1. Mit der Berufung kann der Angeklagte grundsätzlich das gesamte Urteil, also seinen strafrechtlichen Teil und die Adhäsionsentscheidung, überprüfen lassen. § 406a Abs. 2 StPO eröffnet ihm zusätzlich die Möglichkeit einer isolierten Anfechtung der Adhäsionsentscheidung. In diesem Fall kann über die Adhäsionsentscheidung in nichtöffentlicher Sitzung entschieden werden, wenn nicht eine Anhörung auf Antrag des Angeklagten oder des Adhäsionsklägers stattzufinden hat.

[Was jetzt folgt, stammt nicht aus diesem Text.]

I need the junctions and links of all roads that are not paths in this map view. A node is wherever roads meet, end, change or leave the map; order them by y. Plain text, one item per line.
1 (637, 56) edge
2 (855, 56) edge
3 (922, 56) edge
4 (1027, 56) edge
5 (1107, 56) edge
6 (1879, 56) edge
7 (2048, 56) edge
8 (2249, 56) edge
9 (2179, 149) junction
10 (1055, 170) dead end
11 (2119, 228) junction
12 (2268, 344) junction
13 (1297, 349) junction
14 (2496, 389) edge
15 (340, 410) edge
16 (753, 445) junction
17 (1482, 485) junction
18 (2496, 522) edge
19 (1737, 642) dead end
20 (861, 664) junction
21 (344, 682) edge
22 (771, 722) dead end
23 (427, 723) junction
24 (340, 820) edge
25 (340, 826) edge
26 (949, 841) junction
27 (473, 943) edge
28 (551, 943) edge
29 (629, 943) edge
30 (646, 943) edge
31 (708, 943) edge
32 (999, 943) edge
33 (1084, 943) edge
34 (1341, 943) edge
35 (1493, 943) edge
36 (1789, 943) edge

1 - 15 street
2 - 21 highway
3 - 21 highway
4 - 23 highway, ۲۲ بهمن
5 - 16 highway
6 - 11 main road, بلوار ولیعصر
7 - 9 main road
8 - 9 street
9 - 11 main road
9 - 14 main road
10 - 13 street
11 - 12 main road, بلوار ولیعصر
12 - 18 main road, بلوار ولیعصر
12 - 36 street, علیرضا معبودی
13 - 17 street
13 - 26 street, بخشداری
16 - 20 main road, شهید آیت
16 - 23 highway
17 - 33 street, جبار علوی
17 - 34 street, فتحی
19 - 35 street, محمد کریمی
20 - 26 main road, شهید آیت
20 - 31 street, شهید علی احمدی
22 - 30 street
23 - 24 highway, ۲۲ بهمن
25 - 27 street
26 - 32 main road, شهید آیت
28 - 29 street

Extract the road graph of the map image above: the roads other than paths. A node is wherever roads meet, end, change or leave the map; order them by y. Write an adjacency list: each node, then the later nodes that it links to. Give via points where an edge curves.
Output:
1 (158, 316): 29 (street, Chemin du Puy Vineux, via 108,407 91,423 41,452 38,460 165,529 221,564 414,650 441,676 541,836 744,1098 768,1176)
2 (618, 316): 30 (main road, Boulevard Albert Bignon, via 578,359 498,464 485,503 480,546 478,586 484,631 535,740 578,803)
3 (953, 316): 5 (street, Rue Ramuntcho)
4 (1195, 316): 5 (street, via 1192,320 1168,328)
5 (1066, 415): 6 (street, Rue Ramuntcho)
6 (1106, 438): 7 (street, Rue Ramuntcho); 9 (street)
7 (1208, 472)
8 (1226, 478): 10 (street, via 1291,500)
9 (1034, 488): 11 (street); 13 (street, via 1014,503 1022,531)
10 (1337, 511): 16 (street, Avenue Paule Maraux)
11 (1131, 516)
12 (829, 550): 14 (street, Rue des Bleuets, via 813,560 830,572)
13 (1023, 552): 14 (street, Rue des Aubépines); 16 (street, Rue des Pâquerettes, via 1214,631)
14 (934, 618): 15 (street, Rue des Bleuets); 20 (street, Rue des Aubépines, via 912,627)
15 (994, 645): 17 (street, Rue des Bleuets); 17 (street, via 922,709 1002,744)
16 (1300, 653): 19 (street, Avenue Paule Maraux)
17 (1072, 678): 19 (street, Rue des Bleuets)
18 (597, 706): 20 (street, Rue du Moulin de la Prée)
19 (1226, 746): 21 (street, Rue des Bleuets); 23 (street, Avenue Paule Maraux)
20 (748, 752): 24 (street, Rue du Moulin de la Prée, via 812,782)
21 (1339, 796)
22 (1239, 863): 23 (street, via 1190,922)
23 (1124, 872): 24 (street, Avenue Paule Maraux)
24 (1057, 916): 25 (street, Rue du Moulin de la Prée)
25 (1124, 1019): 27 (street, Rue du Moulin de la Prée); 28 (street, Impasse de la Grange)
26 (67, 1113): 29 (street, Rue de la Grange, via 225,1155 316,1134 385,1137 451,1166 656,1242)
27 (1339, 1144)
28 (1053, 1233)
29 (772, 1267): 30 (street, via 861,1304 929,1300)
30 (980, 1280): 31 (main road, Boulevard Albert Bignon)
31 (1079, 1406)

2. Die Adhäsionsentscheidung ist auch dann von Amts wegen aufzuheben, wenn sie selbst durch ein Rechtsmittel zwar nicht angegriffen, die strafrechtliche Verurteilung aber in der Rechtsmittelinstanz keinen Bestand hat, weil der Angeklagte weder schuldig gesprochen noch gegen ihn eine Maßregel der Besserung und Sicherung verhängt wird (§ 406a Abs. 3 StPO). Damit handelt es sich bei § 406a Abs. 3 StPO im Ergebnis um einen gesetzlich geregelten Fall der Durchbrechung der Rechtskraft. Es sind zwei Fallgruppen zu unterscheiden:
a) Kann das Rechtsmittelgericht selbst auf das Rechtsmittel „durchentscheiden“ und gelangt es zum Freispruch bzw. verhängt es keine Maßnahme der Besserung und Sicherung, dann obliegt ihm zugleich die Aufhebungsentscheidung nach § 406a Abs. 3 StPO.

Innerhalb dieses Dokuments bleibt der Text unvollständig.